EXERCISE AIM - Please copy every line of the data in which the string "bridge" appears.

(DATA FOR REVIEW)

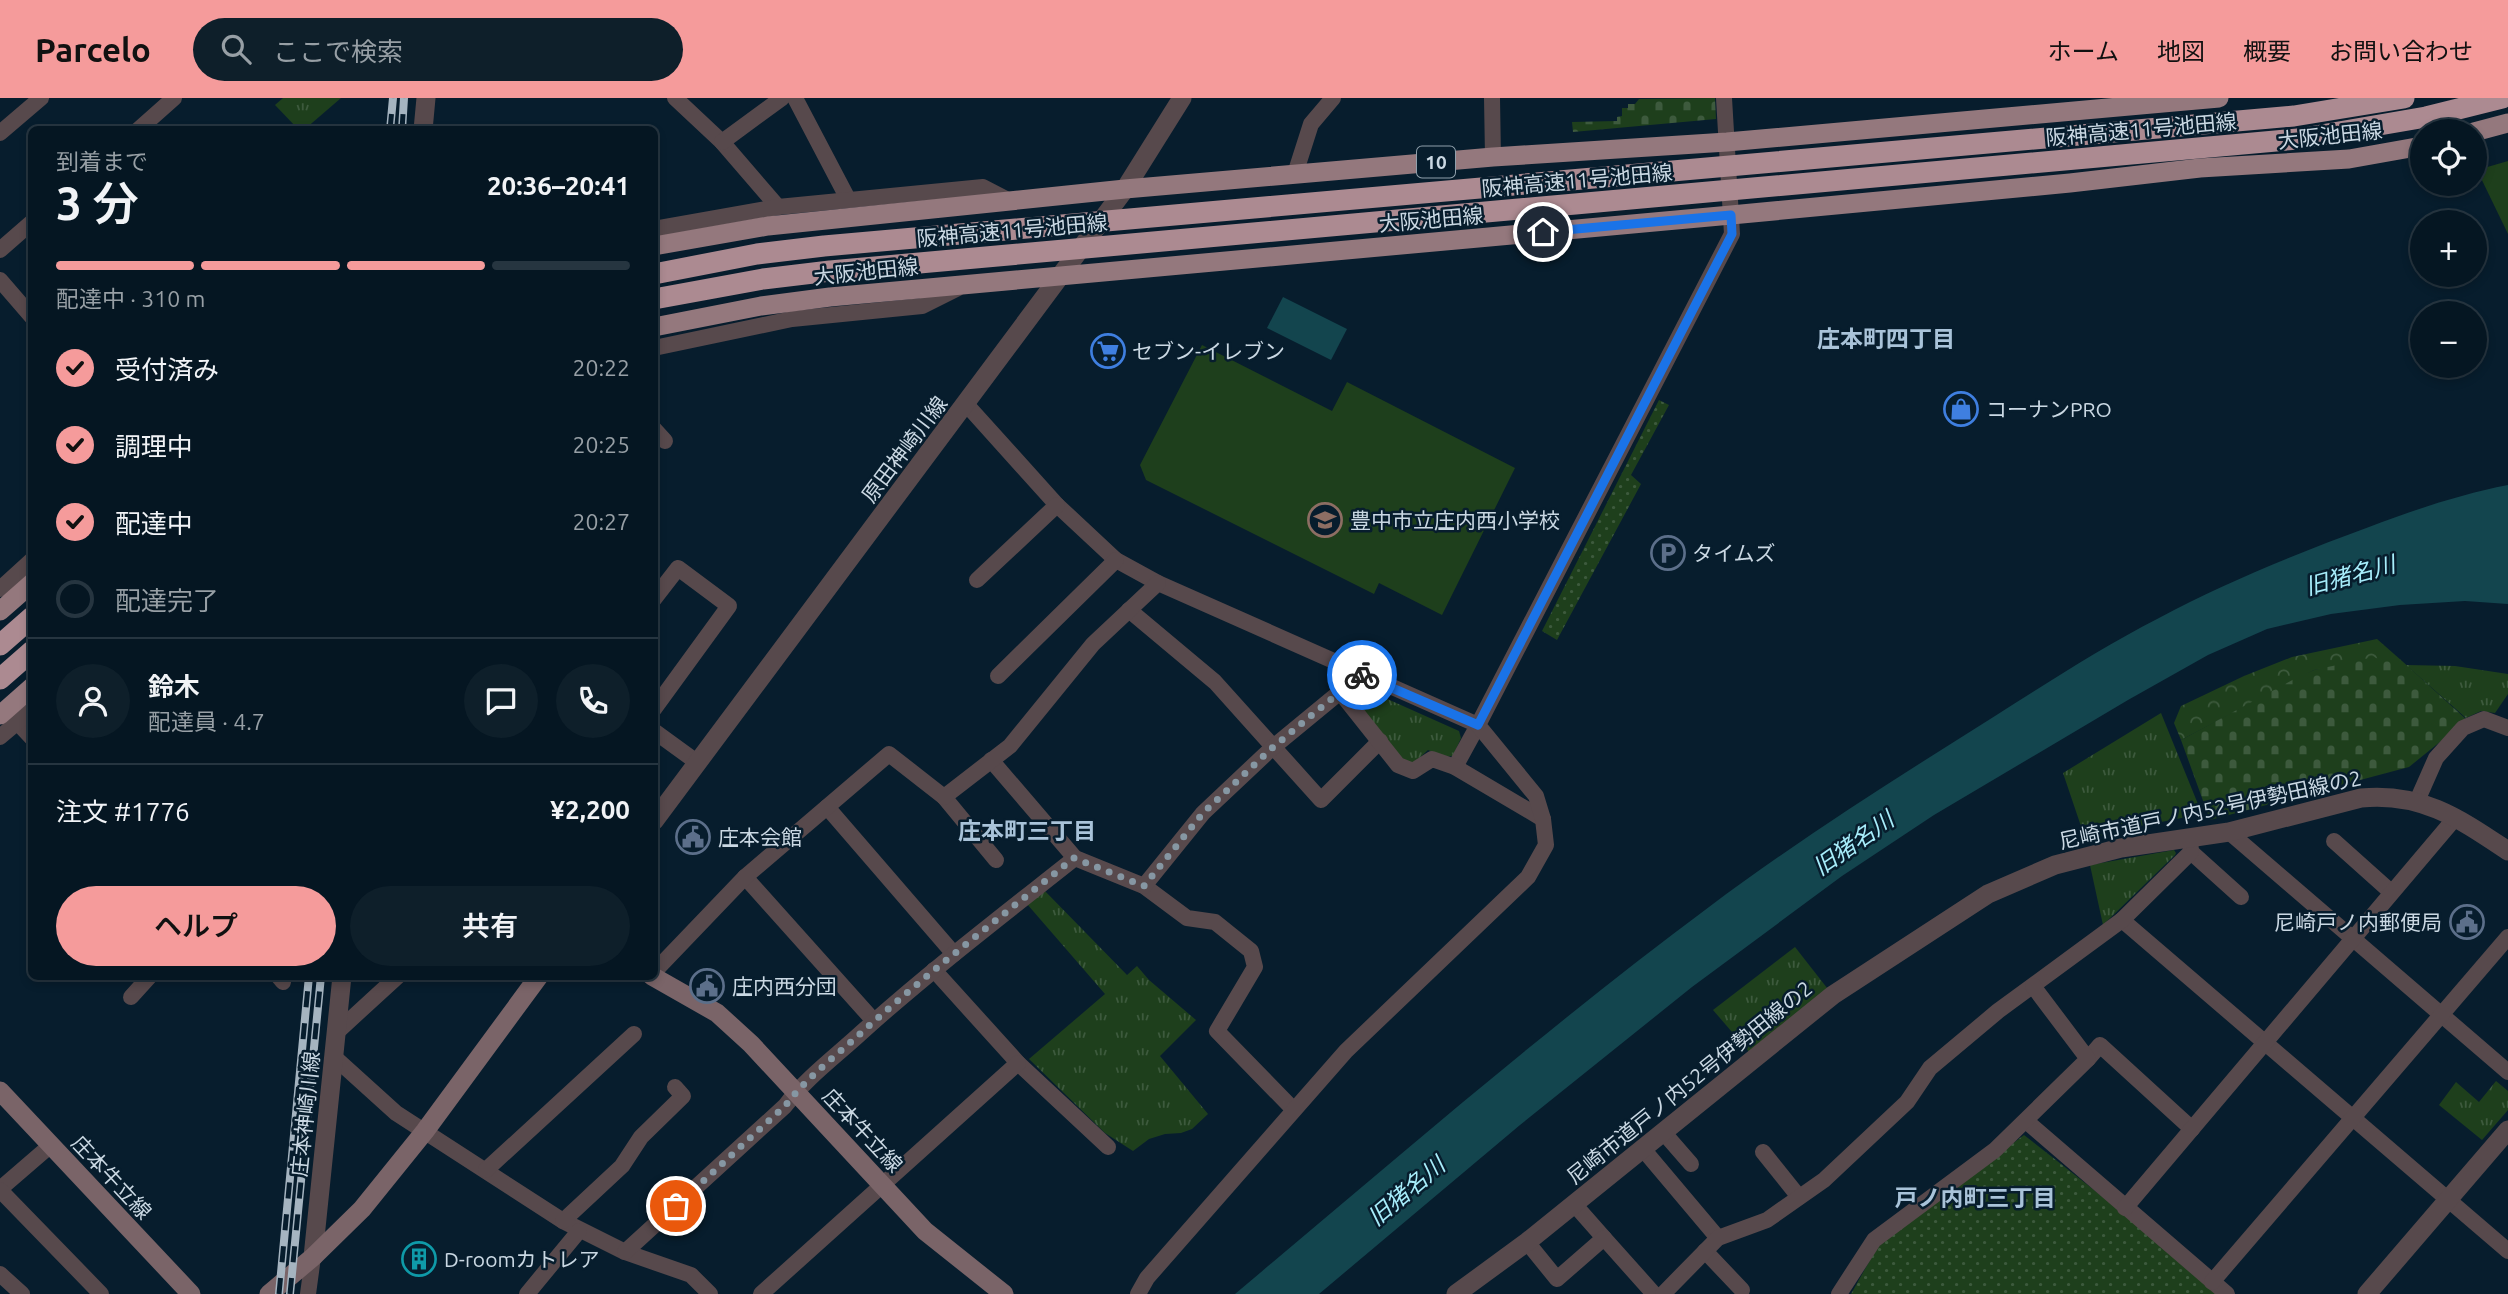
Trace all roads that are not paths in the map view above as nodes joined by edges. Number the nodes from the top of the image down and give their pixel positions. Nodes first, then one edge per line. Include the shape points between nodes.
1 (41, 98) edge
2 (426, 98) edge
3 (675, 98) edge
4 (782, 98) edge
5 (795, 98) edge
6 (1182, 98) edge
7 (1333, 98) edge
8 (1492, 98) edge
9 (1724, 98) edge
10 (2220, 98) edge
11 (2404, 98) edge
12 (2502, 98) edge
13 (2194, 99) edge
14 (168, 100) edge
15 (2508, 123) edge
16 (142, 126) edge
17 (424, 126) edge
18 (2487, 129) edge
19 (0, 133) edge
20 (722, 142) junction
21 (1727, 142) junction
22 (2410, 148) edge
23 (1493, 157) junction
24 (2200, 168) junction
25 (1295, 174) junction
26 (1125, 189) junction
27 (848, 199) junction
28 (1010, 201) junction
29 (778, 207) junction
30 (1731, 215) junction
31 (28, 226) edge
32 (658, 228) edge
33 (658, 245) edge
34 (0, 250) edge
35 (658, 273) edge
36 (1061, 276) junction
37 (0, 280) edge
38 (966, 284) junction
39 (658, 298) edge
40 (28, 312) edge
41 (658, 327) edge
42 (658, 347) edge
43 (966, 404) junction
44 (1057, 505) junction
45 (1116, 560) junction
46 (28, 564) edge
47 (977, 580) dead end
48 (1158, 583) junction
49 (28, 586) edge
50 (0, 589) edge
51 (658, 595) edge
52 (1129, 610) junction
53 (0, 611) edge
54 (28, 620) edge
55 (0, 645) edge
56 (28, 654) edge
57 (1356, 672) junction
58 (998, 676) dead end
59 (0, 679) edge
60 (28, 692) edge
61 (1340, 692) junction
62 (658, 704) edge
63 (28, 712) edge
64 (8, 719) edge
65 (1478, 725) junction
66 (2508, 727) edge
67 (658, 734) edge
68 (28, 735) edge
69 (0, 737) edge
70 (1380, 741) junction
71 (1272, 748) junction
72 (990, 760) junction
73 (698, 763) junction
74 (1455, 767) junction
75 (944, 797) junction
76 (2417, 801) junction
77 (827, 807) junction
78 (658, 816) edge
79 (2456, 817) junction
80 (1543, 820) junction
81 (2228, 832) junction
82 (2333, 841) dead end
83 (2191, 845) junction
84 (2508, 851) edge
85 (1074, 858) junction
86 (996, 860) dead end
87 (745, 877) junction
88 (1144, 886) junction
89 (2391, 892) junction
90 (2241, 897) dead end
91 (2122, 920) junction
92 (2508, 937) edge
93 (2353, 939) junction
94 (954, 954) junction
95 (658, 968) edge
96 (933, 970) junction
97 (658, 979) edge
98 (146, 980) edge
99 (342, 980) edge
100 (394, 980) edge
101 (536, 980) edge
102 (2033, 986) junction
103 (131, 997) dead end
104 (2443, 1016) junction
105 (874, 1021) junction
106 (338, 1031) junction
107 (634, 1034) dead end
108 (2265, 1042) junction
109 (333, 1056) junction
110 (2088, 1059) junction
111 (1017, 1063) junction
112 (2508, 1072) edge
113 (676, 1087) dead end
114 (0, 1091) edge
115 (796, 1091) junction
116 (1293, 1109) junction
117 (2354, 1119) junction
118 (2026, 1121) junction
119 (2192, 1129) junction
120 (2508, 1130) edge
121 (425, 1131) junction
122 (1664, 1133) junction
123 (51, 1145) junction
124 (1108, 1147) dead end
125 (1643, 1149) junction
126 (1763, 1152) dead end
127 (1691, 1164) dead end
128 (486, 1170) junction
129 (883, 1185) junction
130 (0, 1189) edge
131 (1799, 1197) junction
132 (2449, 1200) junction
133 (1574, 1204) junction
134 (2125, 1208) junction
135 (563, 1222) junction
136 (579, 1231) junction
137 (1604, 1238) junction
138 (1718, 1238) junction
139 (1527, 1242) junction
140 (1705, 1251) junction
141 (2508, 1251) edge
142 (625, 1252) junction
143 (313, 1257) junction
144 (0, 1274) edge
145 (2212, 1282) junction
146 (1742, 1290) dead end
147 (22, 1294) edge
148 (101, 1294) edge
149 (191, 1294) edge
150 (269, 1294) edge
151 (308, 1294) edge
152 (527, 1294) edge
153 (710, 1294) edge
154 (761, 1294) edge
155 (1004, 1294) edge
156 (1138, 1294) edge
157 (1456, 1294) edge
158 (1654, 1294) edge
159 (1663, 1294) edge
160 (1839, 1294) edge
161 (2227, 1294) edge
162 (2368, 1294) edge

1 - 19 street
2 - 17 street
3 - 20 street
4 - 20 street
5 - 27 street
6 - 26 street, 原田神崎川線
7 - 25 street via 1311,124
8 - 23 street
9 - 21 street
10 - 13 main road, 10
11 - 35 highway, 阪神高速11号池田線, bridge via 2294,116 824,246
12 - 39 highway, 阪神高速11号池田線, bridge via 2426,117 2298,139 830,271
13 - 21 main road, 10
13 - 24 street
14 - 16 street
15 - 18 main road
20 - 29 street
21 - 23 main road, 10
21 - 30 street
22 - 24 main road, 大阪池田線 via 2349,159
23 - 25 main road, 10
24 - 30 main road, 大阪池田線
25 - 26 main road, 10
26 - 28 main road, 10
26 - 36 street, 原田神崎川線
27 - 28 street via 983,187
27 - 29 street
28 - 33 main road, 10 via 768,226
29 - 32 street
30 - 36 main road, 大阪池田線
30 - 65 street via 1732,234 1723,253
31 - 34 street
36 - 38 main road, 大阪池田線
36 - 43 street, 原田神崎川線
37 - 40 street
38 - 41 main road, 大阪池田線 via 761,306
38 - 42 street via 922,306 792,319
43 - 44 street
43 - 73 street, 原田神崎川線
44 - 45 street
44 - 47 street
45 - 48 street
45 - 58 street
46 - 50 street
48 - 52 street
48 - 57 street
49 - 53 main road
51 - 62 street via 678,568 729,606
52 - 71 street via 1215,682
52 - 72 street via 1093,644 1010,746
54 - 55 highway
56 - 59 highway
57 - 61 street
57 - 65 street
60 - 64 main road
61 - 70 street
61 - 71 street
63 - 64 street
64 - 68 street
64 - 69 street
65 - 74 street
65 - 80 street via 1536,796
66 - 76 street via 2484,719 2463,728 2435,758
67 - 73 street
70 - 71 street via 1321,800
70 - 74 street via 1398,765 1413,771 1432,759
71 - 88 street via 1203,813
72 - 75 street
72 - 85 street
73 - 78 street, 原田神崎川線
74 - 80 street
75 - 77 street via 889,754
75 - 86 street
76 - 79 street, 尼崎市道戸ノ内52号伊勢田線の2
76 - 81 street, 尼崎市道戸ノ内52号伊勢田線の2 via 2361,798
77 - 87 street
77 - 94 street
79 - 84 street, 尼崎市道戸ノ内52号伊勢田線の2
79 - 89 street
80 - 116 street via 1546,845 1528,877 1346,1051
81 - 83 street, 尼崎市道戸ノ内52号伊勢田線の2
81 - 93 street
82 - 89 street
83 - 90 street
83 - 91 street
83 - 122 street, 尼崎市道戸ノ内52号伊勢田線の2 via 2121,848 2055,865 1988,894 1833,995
85 - 88 street
85 - 94 street
87 - 95 street
87 - 105 street
88 - 116 street via 1187,919 1215,922 1251,951 1255,967 1217,1031
89 - 93 street
91 - 102 street
91 - 108 street
92 - 104 street
93 - 104 street
93 - 108 street
94 - 96 street
96 - 105 street
96 - 111 street
97 - 115 main road, 庄本牛立線 via 717,1013
98 - 103 street
99 - 106 street, 庄本神崎川線
100 - 106 street
101 - 121 main road
102 - 110 street
102 - 131 street via 1930,1068 1907,1102 1824,1180
104 - 112 street
104 - 117 street
105 - 115 street
106 - 109 street, 庄本神崎川線
107 - 128 street
108 - 117 street
108 - 119 street
109 - 121 street via 396,1113
109 - 143 street, 庄本神崎川線
110 - 118 street
110 - 119 street via 2099,1045
111 - 124 street
111 - 129 street
113 - 135 street via 683,1096 641,1137 622,1166
114 - 123 main road, 庄本牛立線
115 - 129 main road, 庄本牛立線
115 - 142 street
116 - 156 street
117 - 132 street
117 - 145 street
118 - 134 street
118 - 160 street via 1995,1150 1874,1240
119 - 134 street
120 - 132 street
121 - 128 street
121 - 143 main road via 362,1209
122 - 125 street, 尼崎市道戸ノ内52号伊勢田線の2
122 - 127 street
123 - 130 street
123 - 149 main road, 庄本牛立線
125 - 133 street, 尼崎市道戸ノ内52号伊勢田線の2
125 - 138 street
126 - 131 street
128 - 135 street
129 - 154 street
129 - 155 main road, 庄本牛立線 via 925,1230
130 - 148 street
131 - 138 street via 1766,1220
132 - 141 street
132 - 162 street
133 - 137 street
133 - 139 street, 尼崎市道戸ノ内52号伊勢田線の2
134 - 145 street
135 - 136 street
136 - 142 street
136 - 152 street
137 - 139 street via 1557,1279
137 - 158 street
138 - 140 street
139 - 157 street, 尼崎市道戸ノ内52号伊勢田線の2
140 - 146 street
140 - 159 street
142 - 153 street via 691,1275
143 - 150 main road
143 - 151 street
144 - 147 street
145 - 161 street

(End DATA FOR REVIEW)

WORKED SOLUTION -
11 - 35 highway, 阪神高速11号池田線, bridge via 2294,116 824,246
12 - 39 highway, 阪神高速11号池田線, bridge via 2426,117 2298,139 830,271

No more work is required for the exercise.